● WORK TASK: If a record holds a picture, please leave the picture out and copy the rest of the record exactly.
** Opening AVAILABLE DATA block **
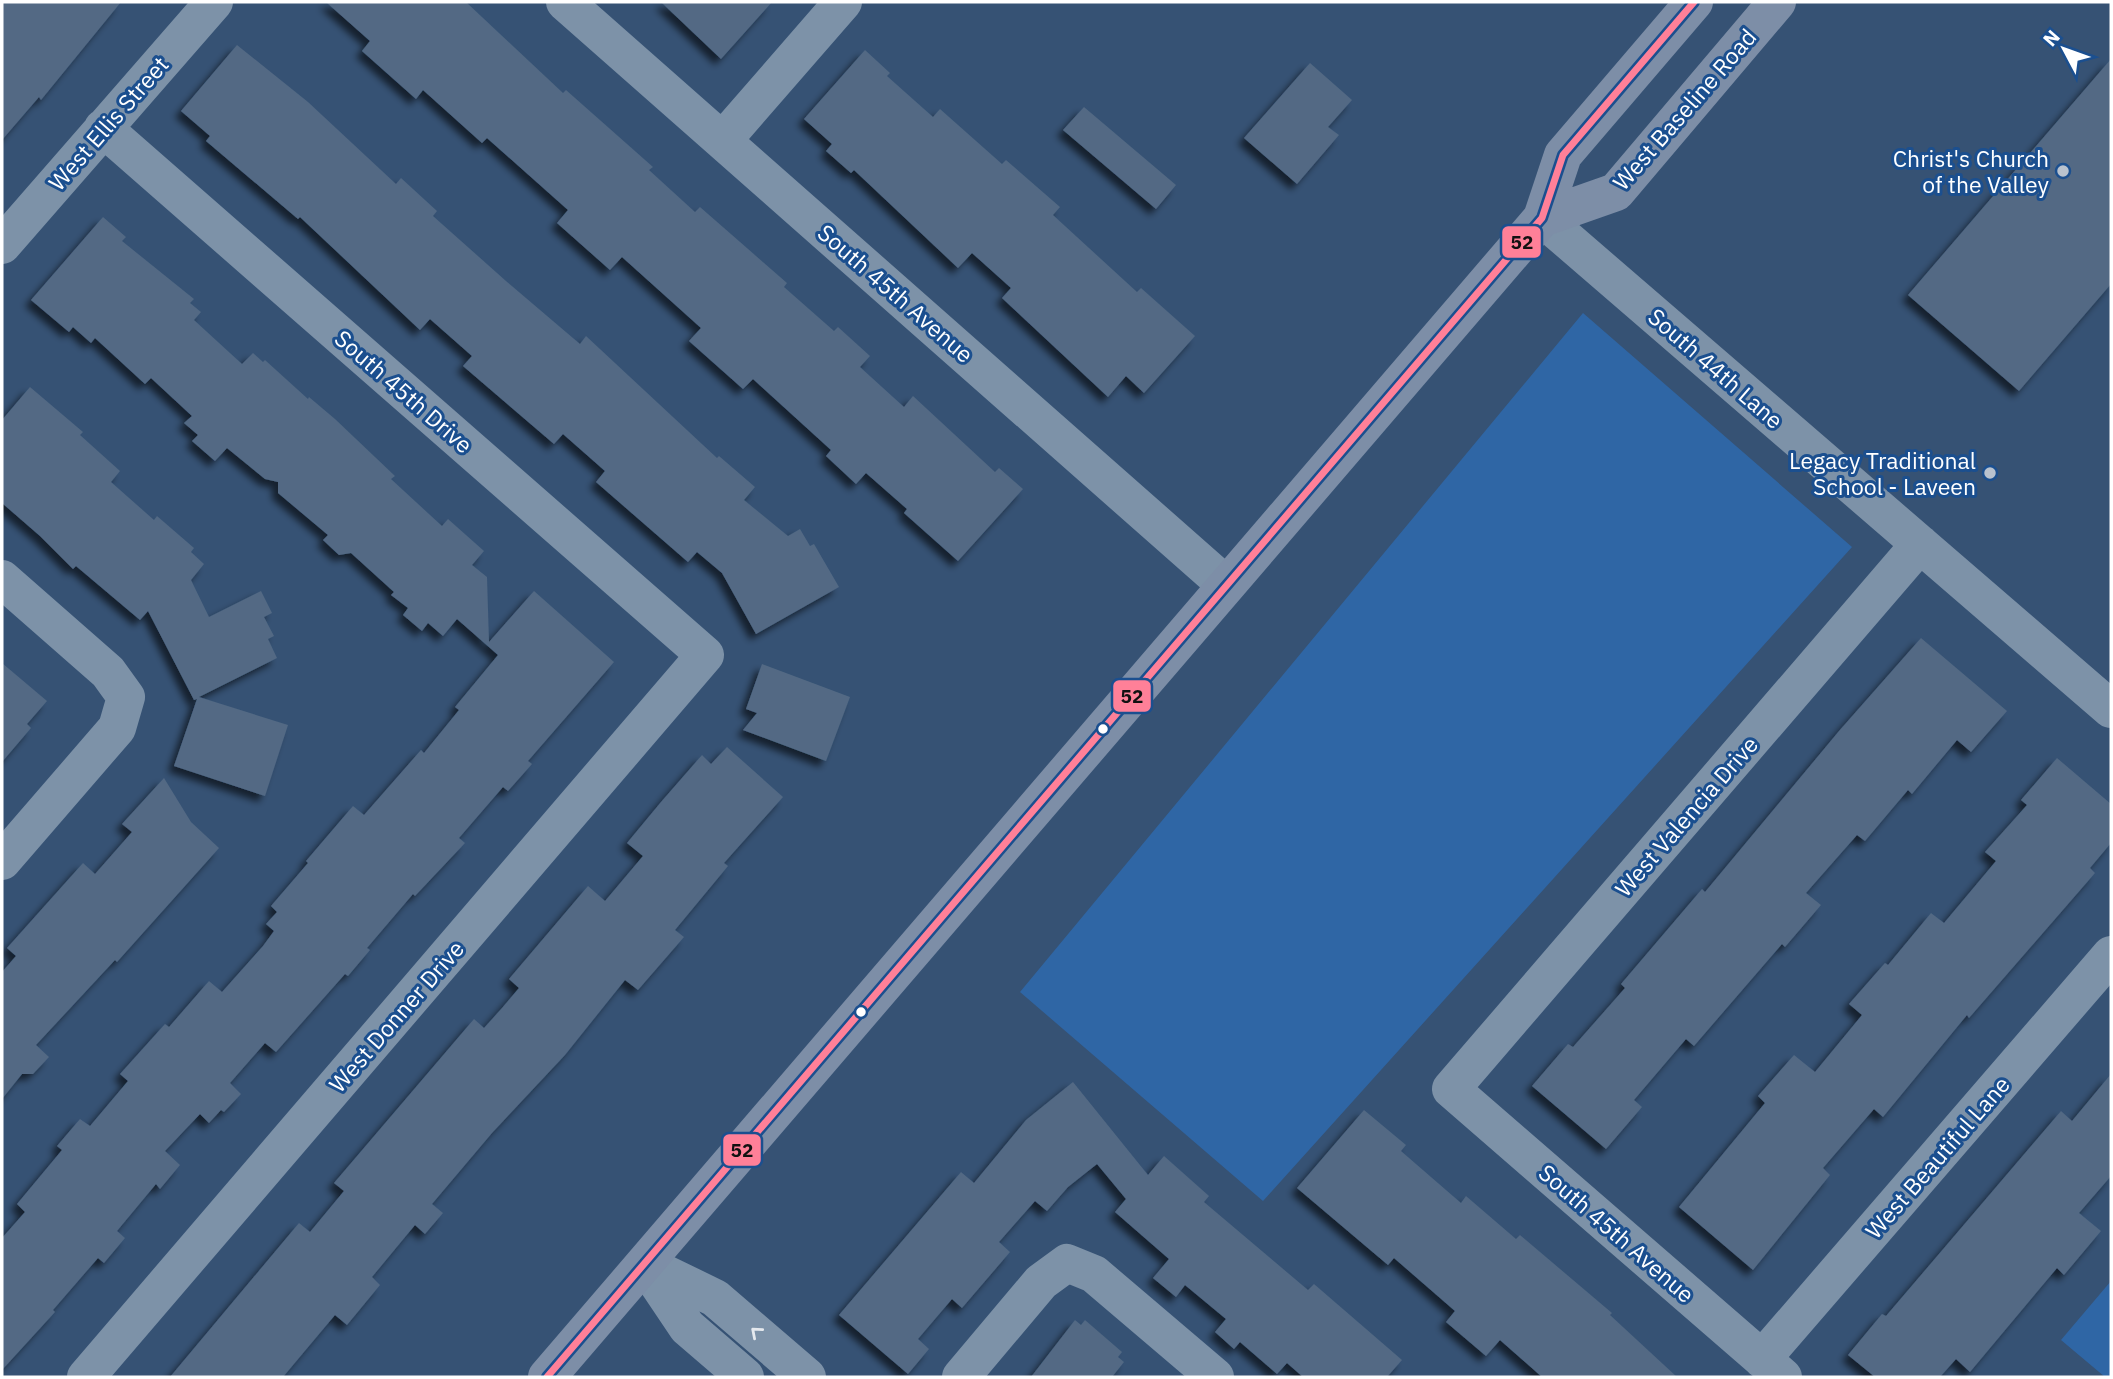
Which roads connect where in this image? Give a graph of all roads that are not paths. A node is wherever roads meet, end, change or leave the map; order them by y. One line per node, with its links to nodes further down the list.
1 (214, 2): 6 (street, West Ellis Street)
2 (565, 2): 7 (street, South 45th Avenue)
3 (843, 2): 7 (street)
4 (1694, 2): 8 (main road, West Baseline Road)
5 (1777, 2): 8 (main road, West Baseline Road)
6 (103, 128): 9 (street, West Ellis Street); 13 (street, South 45th Drive)
7 (723, 140): 12 (street, South 45th Avenue)
8 (1542, 218): 10 (street, South 44th Lane); 12 (main road, West Baseline Road)
9 (2, 245)
10 (1920, 544): 14 (street, South 44th Lane); 17 (street, West Valencia Drive)
11 (2, 579): 15 (street)
12 (1226, 585): 18 (main road, West Baseline Road)
13 (705, 655): 21 (street, West Donner Drive)
14 (2111, 709)
15 (2, 862)
16 (2111, 954): 19 (street, West Beautiful Lane)
17 (1451, 1089): 19 (street, South 45th Avenue)
18 (645, 1264): 20 (street, one-way to 18); 22 (main road, West Baseline Road); 23 (street)
19 (1773, 1368)
20 (801, 1375)
21 (86, 1377)
22 (547, 1377)
23 (745, 1377)
24 (961, 1377): 25 (street)
25 (1215, 1377)

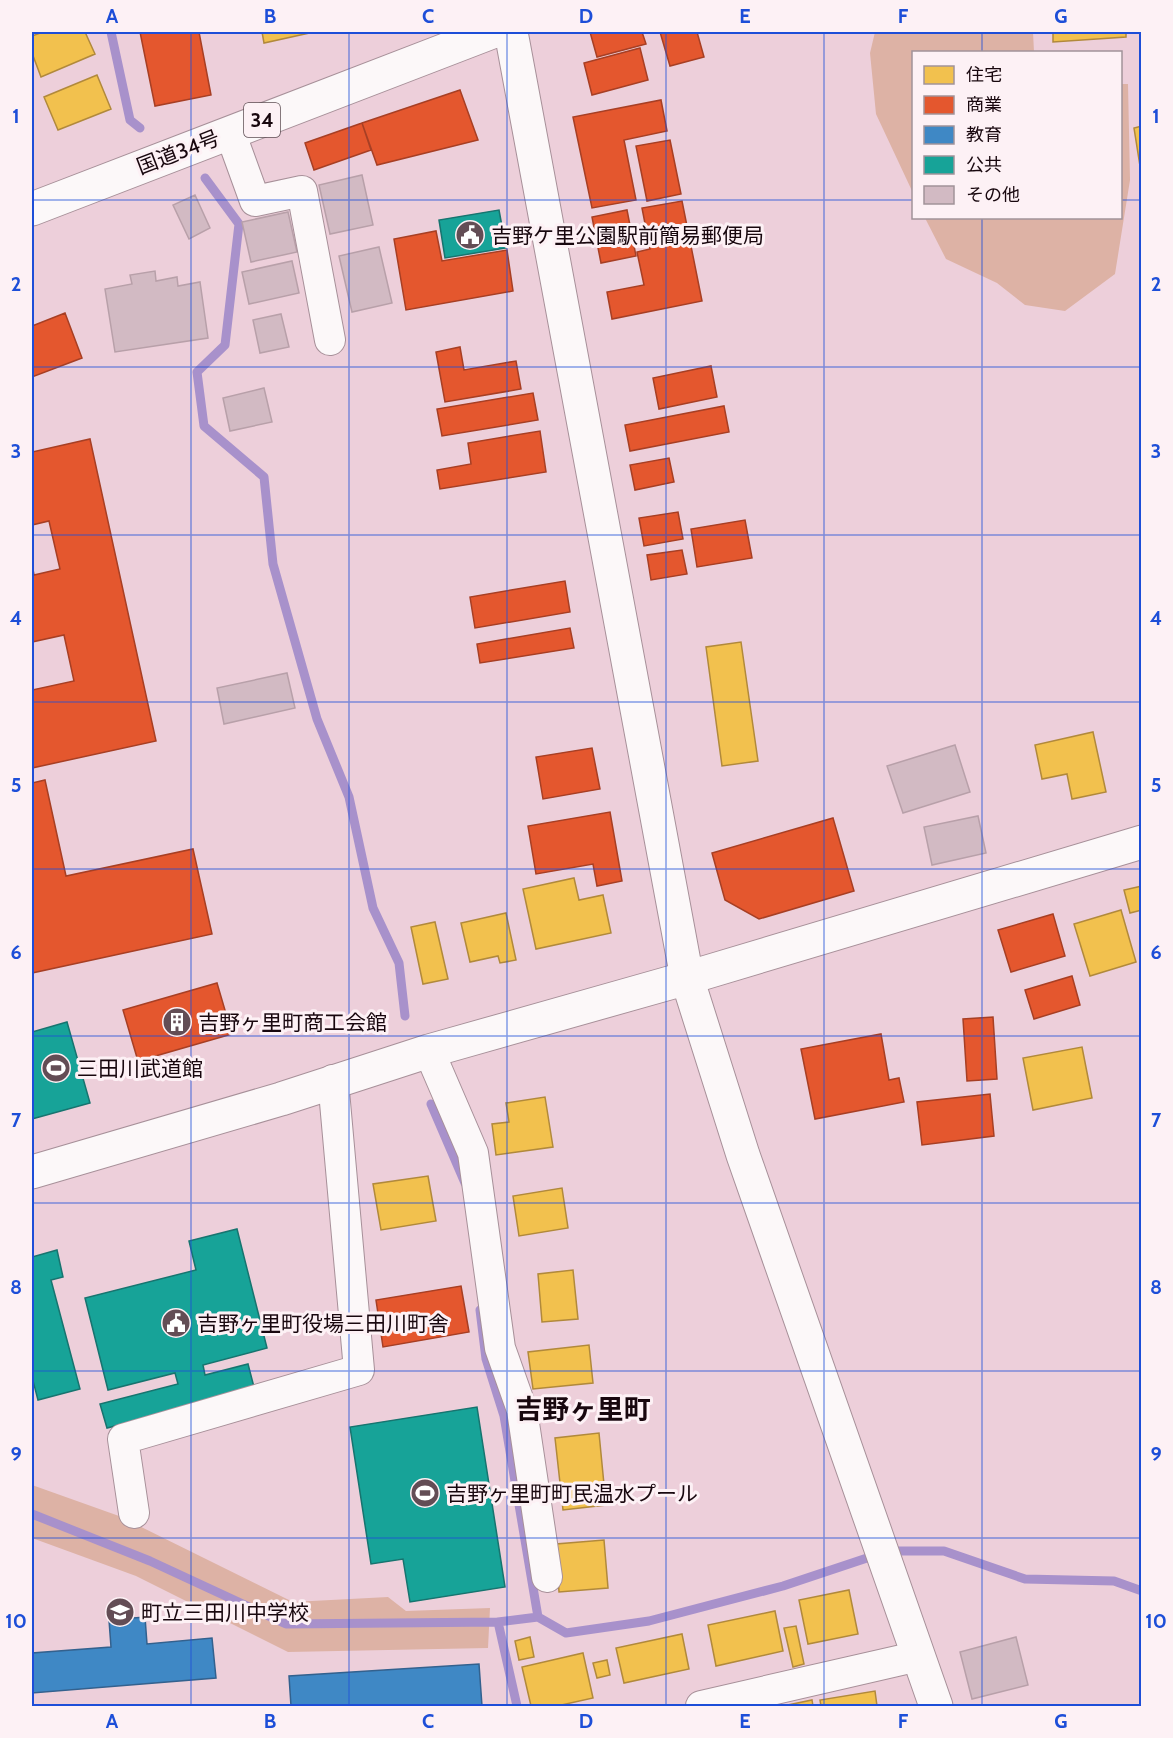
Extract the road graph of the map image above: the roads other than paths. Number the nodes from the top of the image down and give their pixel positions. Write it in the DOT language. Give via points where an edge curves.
graph roads {
  1 [pos="492,32"];
  2 [pos="511,32"];
  3 [pos="231,132"];
  4 [pos="32,209"];
  5 [pos="330,340"];
  6 [pos="1142,842"];
  7 [pos="687,978"];
  8 [pos="429,1051"];
  9 [pos="333,1080"];
  10 [pos="32,1172"];
  11 [pos="134,1513"];
  12 [pos="547,1577"];
  13 [pos="919,1656"];
  14 [pos="701,1707"];
  15 [pos="936,1707"];
  1 -- 3 [label="main road, 国道34号 / 34"];
  2 -- 7 [label="main road"];
  3 -- 4 [label="main road, 国道34号 / 34"];
  3 -- 5 [label="street" via="255,201 302,191"];
  6 -- 7 [label="main road"];
  7 -- 8 [label="main road"];
  7 -- 13 [label="main road" via="743,1155"];
  8 -- 9 [label="main road"];
  8 -- 12 [label="street" via="473,1153 500,1348 522,1410"];
  9 -- 10 [label="main road"];
  9 -- 11 [label="street" via="359,1370 123,1439"];
  13 -- 14 [label="street"];
  13 -- 15 [label="main road"];
}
** Closing AVAILABLE DATA block **
● RESPONSE TO THE EXERCISE:
Which roads connect where in this image? Give a graph of all roads that are not paths. A node is wherever roads meet, end, change or leave the map; order them by y. One line per node, with its links to nodes further down the list.
1 (214, 2): 6 (street, West Ellis Street)
2 (565, 2): 7 (street, South 45th Avenue)
3 (843, 2): 7 (street)
4 (1694, 2): 8 (main road, West Baseline Road)
5 (1777, 2): 8 (main road, West Baseline Road)
6 (103, 128): 9 (street, West Ellis Street); 13 (street, South 45th Drive)
7 (723, 140): 12 (street, South 45th Avenue)
8 (1542, 218): 10 (street, South 44th Lane); 12 (main road, West Baseline Road)
9 (2, 245)
10 (1920, 544): 14 (street, South 44th Lane); 17 (street, West Valencia Drive)
11 (2, 579): 15 (street)
12 (1226, 585): 18 (main road, West Baseline Road)
13 (705, 655): 21 (street, West Donner Drive)
14 (2111, 709)
15 (2, 862)
16 (2111, 954): 19 (street, West Beautiful Lane)
17 (1451, 1089): 19 (street, South 45th Avenue)
18 (645, 1264): 20 (street, one-way to 18); 22 (main road, West Baseline Road); 23 (street)
19 (1773, 1368)
20 (801, 1375)
21 (86, 1377)
22 (547, 1377)
23 (745, 1377)
24 (961, 1377): 25 (street)
25 (1215, 1377)

Extract the road graph of the map image above: the roads other than paths. Number the nodes from the top of the image down and give their pixel positions. Write it in the DOT language. Give via points where an edge curves.
graph roads {
  1 [pos="492,32"];
  2 [pos="511,32"];
  3 [pos="231,132"];
  4 [pos="32,209"];
  5 [pos="330,340"];
  6 [pos="1142,842"];
  7 [pos="687,978"];
  8 [pos="429,1051"];
  9 [pos="333,1080"];
  10 [pos="32,1172"];
  11 [pos="134,1513"];
  12 [pos="547,1577"];
  13 [pos="919,1656"];
  14 [pos="701,1707"];
  15 [pos="936,1707"];
  1 -- 3 [label="main road, 国道34号 / 34"];
  2 -- 7 [label="main road"];
  3 -- 4 [label="main road, 国道34号 / 34"];
  3 -- 5 [label="street" via="255,201 302,191"];
  6 -- 7 [label="main road"];
  7 -- 8 [label="main road"];
  7 -- 13 [label="main road" via="743,1155"];
  8 -- 9 [label="main road"];
  8 -- 12 [label="street" via="473,1153 500,1348 522,1410"];
  9 -- 10 [label="main road"];
  9 -- 11 [label="street" via="359,1370 123,1439"];
  13 -- 14 [label="street"];
  13 -- 15 [label="main road"];
}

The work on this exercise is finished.